* [THE TASK] Search the data for the string "wrist" and copy each line where it turns up.

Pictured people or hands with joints
***
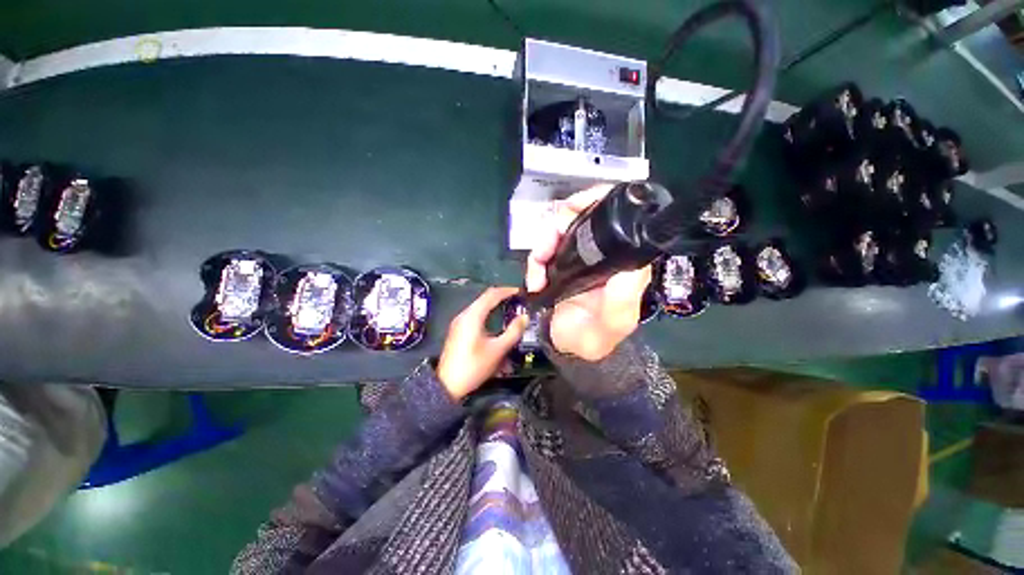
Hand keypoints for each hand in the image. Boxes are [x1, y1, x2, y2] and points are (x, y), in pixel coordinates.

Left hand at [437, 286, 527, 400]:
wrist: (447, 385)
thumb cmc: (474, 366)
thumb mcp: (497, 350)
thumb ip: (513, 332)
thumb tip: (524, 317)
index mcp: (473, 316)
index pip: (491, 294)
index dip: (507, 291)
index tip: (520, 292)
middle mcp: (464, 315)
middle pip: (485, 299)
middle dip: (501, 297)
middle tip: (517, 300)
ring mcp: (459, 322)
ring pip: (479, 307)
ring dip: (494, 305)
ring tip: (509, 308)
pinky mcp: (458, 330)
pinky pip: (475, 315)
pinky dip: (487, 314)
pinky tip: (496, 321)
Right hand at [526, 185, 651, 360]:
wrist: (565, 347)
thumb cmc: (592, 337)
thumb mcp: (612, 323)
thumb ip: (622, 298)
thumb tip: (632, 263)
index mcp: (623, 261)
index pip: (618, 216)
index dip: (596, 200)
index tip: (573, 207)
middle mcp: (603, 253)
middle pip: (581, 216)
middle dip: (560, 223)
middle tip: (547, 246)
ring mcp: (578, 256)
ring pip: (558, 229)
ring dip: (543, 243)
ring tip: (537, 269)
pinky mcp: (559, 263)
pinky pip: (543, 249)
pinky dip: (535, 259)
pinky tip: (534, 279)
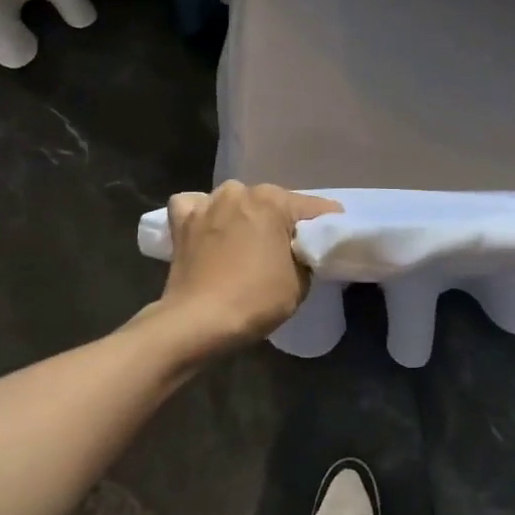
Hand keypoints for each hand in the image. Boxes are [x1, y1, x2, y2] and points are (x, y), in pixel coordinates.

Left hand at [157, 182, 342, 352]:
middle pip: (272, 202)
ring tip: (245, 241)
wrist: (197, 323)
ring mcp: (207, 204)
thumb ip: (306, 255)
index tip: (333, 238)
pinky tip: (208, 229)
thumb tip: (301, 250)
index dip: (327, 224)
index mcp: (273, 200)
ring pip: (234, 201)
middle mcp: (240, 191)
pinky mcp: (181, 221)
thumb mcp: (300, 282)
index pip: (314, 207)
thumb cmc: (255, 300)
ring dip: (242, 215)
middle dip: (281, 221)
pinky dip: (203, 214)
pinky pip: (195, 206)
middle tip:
***
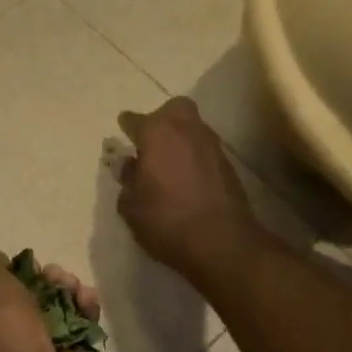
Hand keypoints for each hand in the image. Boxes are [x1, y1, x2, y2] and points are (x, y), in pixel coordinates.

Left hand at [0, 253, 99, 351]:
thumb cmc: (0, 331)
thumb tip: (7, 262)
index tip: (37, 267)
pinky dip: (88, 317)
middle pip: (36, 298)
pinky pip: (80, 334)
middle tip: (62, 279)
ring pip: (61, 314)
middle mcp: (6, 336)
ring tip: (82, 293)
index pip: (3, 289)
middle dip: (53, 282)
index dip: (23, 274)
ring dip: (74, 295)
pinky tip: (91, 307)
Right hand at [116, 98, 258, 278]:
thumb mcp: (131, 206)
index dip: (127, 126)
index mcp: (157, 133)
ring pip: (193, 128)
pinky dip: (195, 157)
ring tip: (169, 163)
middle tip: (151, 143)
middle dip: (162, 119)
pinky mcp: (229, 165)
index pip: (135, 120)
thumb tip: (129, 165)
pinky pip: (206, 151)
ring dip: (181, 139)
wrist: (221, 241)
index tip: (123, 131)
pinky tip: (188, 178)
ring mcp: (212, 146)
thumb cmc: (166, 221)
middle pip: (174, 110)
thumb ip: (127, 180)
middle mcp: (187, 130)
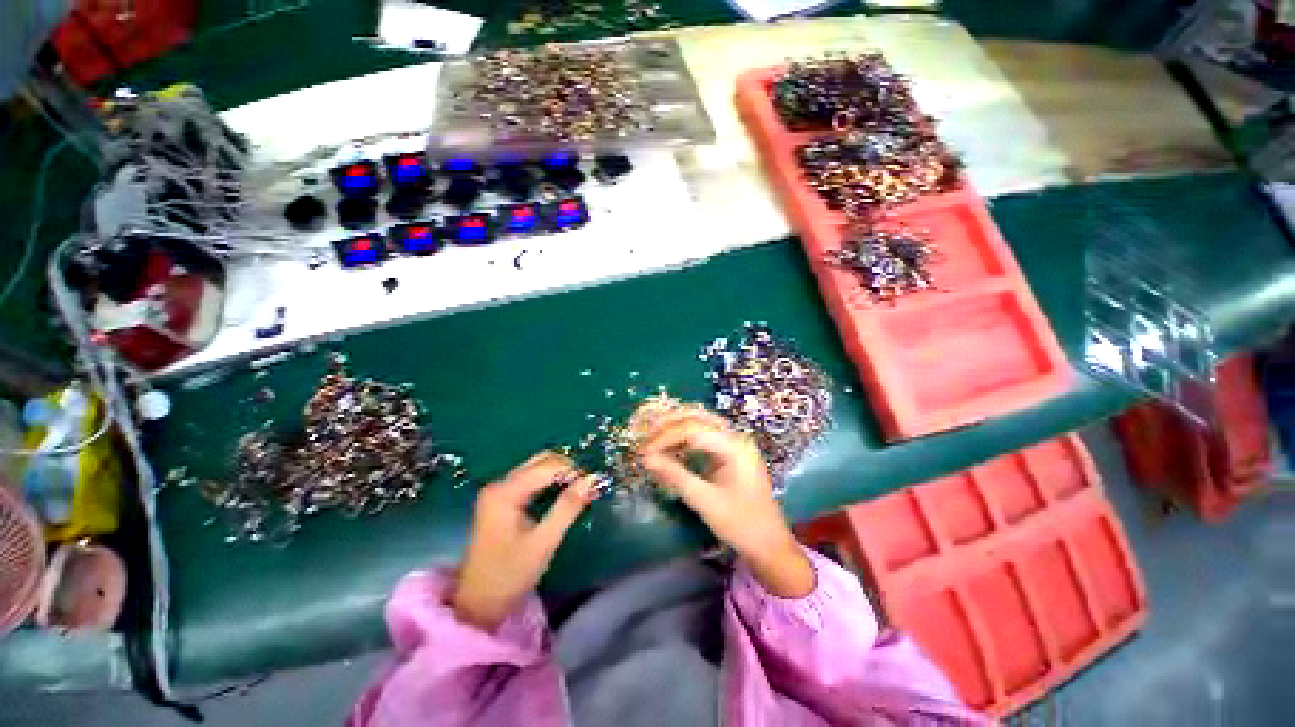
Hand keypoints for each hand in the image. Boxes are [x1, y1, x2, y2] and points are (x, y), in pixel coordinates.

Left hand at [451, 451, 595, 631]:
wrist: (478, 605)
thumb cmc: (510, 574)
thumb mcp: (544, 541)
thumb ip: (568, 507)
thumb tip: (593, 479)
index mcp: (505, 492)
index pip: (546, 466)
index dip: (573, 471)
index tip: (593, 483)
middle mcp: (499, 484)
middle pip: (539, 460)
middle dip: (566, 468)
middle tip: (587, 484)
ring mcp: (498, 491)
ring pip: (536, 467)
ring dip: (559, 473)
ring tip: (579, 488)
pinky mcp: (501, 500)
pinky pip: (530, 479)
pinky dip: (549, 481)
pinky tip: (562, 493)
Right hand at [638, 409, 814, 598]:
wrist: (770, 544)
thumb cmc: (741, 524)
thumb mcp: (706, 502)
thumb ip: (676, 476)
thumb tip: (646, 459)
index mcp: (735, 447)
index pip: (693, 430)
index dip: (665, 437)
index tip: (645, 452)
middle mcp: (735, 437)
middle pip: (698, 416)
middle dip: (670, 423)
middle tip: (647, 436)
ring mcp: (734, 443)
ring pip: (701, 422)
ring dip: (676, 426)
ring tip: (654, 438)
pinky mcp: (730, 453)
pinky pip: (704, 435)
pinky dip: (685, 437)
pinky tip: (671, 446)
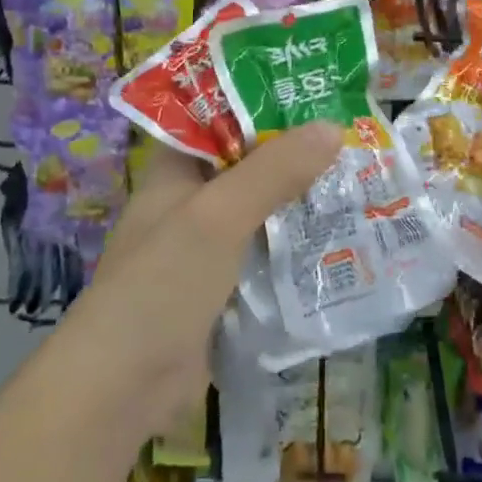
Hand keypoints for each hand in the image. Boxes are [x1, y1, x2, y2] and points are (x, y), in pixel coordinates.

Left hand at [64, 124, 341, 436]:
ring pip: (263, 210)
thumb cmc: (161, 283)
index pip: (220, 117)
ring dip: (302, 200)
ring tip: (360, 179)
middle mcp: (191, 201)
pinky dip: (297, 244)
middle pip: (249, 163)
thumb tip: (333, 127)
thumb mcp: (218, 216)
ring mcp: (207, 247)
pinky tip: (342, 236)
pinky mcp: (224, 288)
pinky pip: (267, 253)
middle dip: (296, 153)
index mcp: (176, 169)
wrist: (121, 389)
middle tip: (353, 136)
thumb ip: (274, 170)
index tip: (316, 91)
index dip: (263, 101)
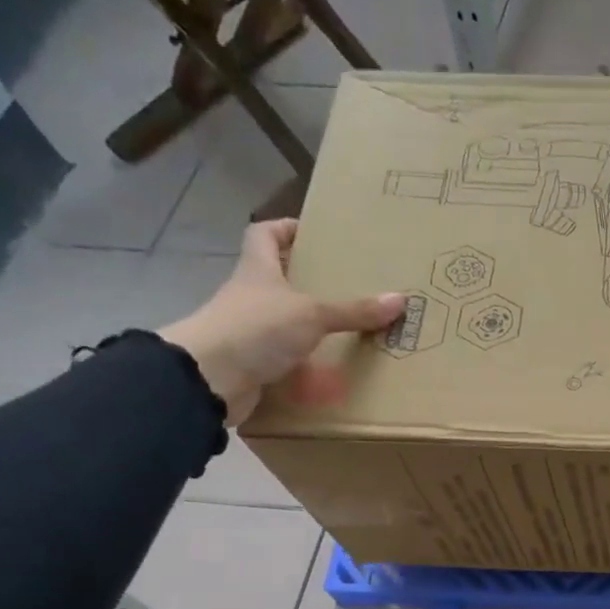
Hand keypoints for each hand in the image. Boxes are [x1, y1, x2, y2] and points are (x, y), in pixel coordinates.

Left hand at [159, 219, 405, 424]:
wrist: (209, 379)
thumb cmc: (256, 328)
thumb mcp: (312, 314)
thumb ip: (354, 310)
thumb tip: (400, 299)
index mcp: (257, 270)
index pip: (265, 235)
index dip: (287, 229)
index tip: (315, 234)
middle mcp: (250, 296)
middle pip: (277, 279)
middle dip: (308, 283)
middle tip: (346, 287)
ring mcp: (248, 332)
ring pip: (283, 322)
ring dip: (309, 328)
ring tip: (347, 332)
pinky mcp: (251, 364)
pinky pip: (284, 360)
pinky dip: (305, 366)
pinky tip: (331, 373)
***
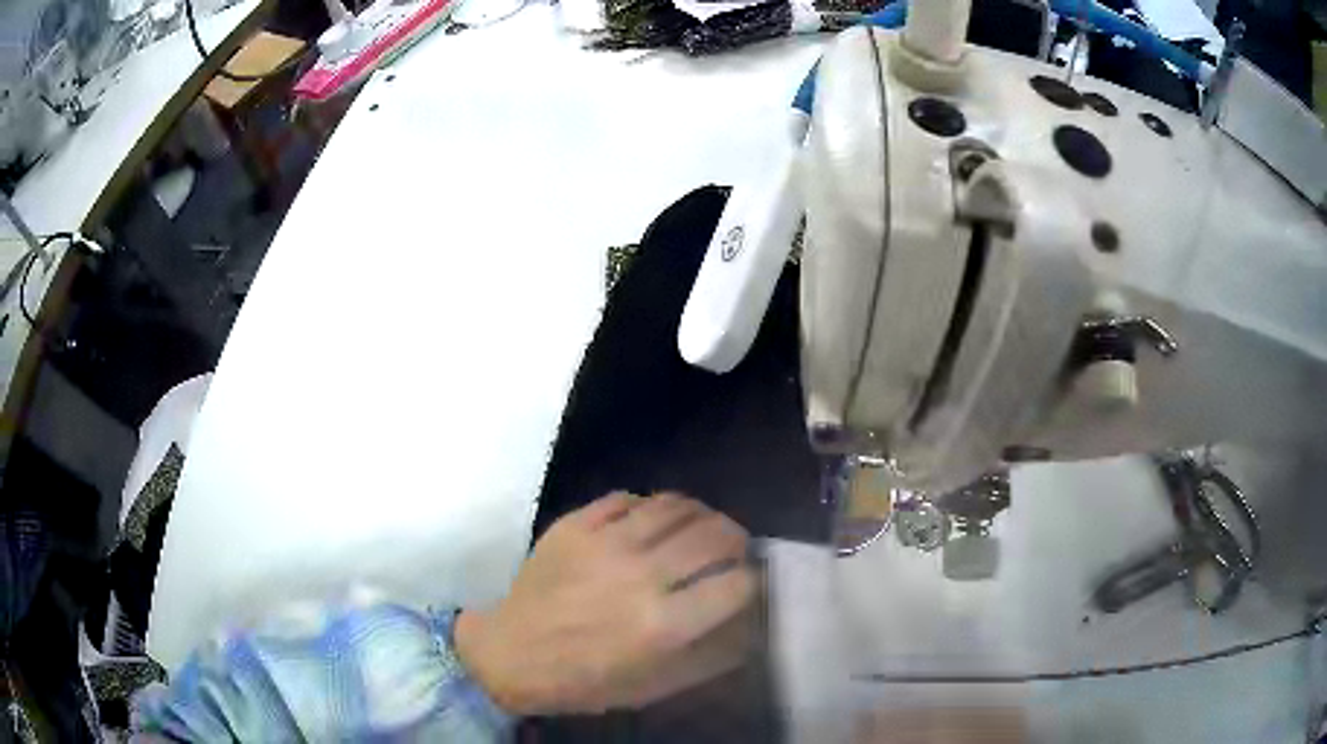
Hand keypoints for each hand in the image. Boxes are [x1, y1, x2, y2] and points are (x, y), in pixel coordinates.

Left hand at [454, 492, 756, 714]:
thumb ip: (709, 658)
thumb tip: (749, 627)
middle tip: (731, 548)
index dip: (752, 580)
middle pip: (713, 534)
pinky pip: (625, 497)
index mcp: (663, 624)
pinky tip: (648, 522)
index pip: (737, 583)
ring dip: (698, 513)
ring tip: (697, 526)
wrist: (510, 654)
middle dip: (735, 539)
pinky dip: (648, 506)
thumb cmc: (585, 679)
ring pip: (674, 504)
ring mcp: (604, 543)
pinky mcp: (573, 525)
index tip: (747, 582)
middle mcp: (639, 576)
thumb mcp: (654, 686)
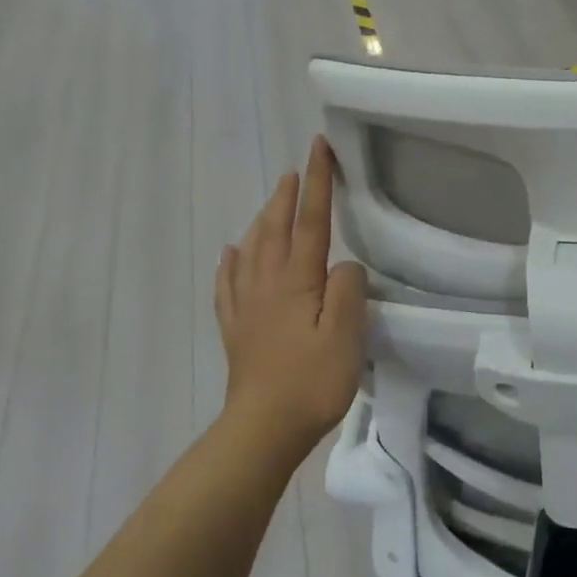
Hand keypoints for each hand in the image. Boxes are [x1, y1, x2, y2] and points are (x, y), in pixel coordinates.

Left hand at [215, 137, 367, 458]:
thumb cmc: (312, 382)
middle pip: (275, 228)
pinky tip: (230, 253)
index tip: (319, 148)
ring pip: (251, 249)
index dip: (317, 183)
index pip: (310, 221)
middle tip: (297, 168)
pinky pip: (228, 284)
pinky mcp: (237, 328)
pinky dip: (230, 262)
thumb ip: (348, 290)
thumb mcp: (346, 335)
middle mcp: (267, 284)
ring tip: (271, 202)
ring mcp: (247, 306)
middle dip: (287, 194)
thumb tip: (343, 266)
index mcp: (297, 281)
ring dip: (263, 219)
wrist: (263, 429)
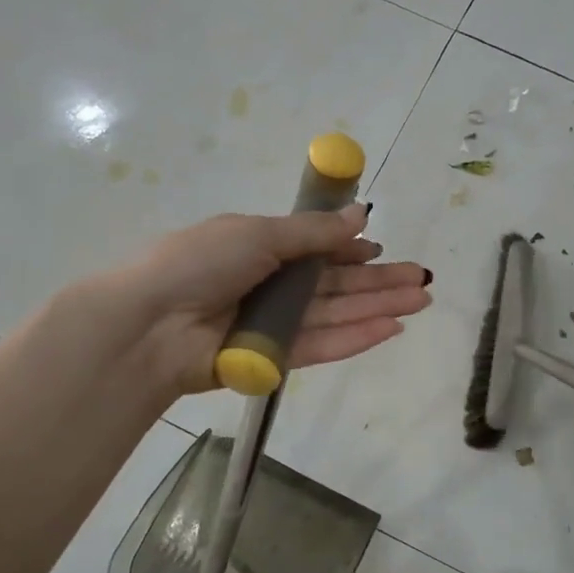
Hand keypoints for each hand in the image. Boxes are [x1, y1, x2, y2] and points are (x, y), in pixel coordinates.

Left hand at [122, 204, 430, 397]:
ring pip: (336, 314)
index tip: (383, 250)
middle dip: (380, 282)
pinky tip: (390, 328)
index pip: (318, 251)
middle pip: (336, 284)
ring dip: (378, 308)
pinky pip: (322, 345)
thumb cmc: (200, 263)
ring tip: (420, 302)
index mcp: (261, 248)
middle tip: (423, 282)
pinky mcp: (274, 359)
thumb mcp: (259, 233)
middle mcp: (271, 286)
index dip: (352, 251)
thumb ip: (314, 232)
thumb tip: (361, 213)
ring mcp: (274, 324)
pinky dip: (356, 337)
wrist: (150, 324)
***
* [RESPONSE TO THE TASK]
wrist: (447, 385)
wrist: (565, 347)
wrist: (197, 323)
wrist: (221, 241)
wrist: (478, 605)
wrist: (770, 544)
wrist: (121, 389)
wrist: (209, 379)
wrist: (510, 654)
wrist: (263, 429)
wrist: (150, 324)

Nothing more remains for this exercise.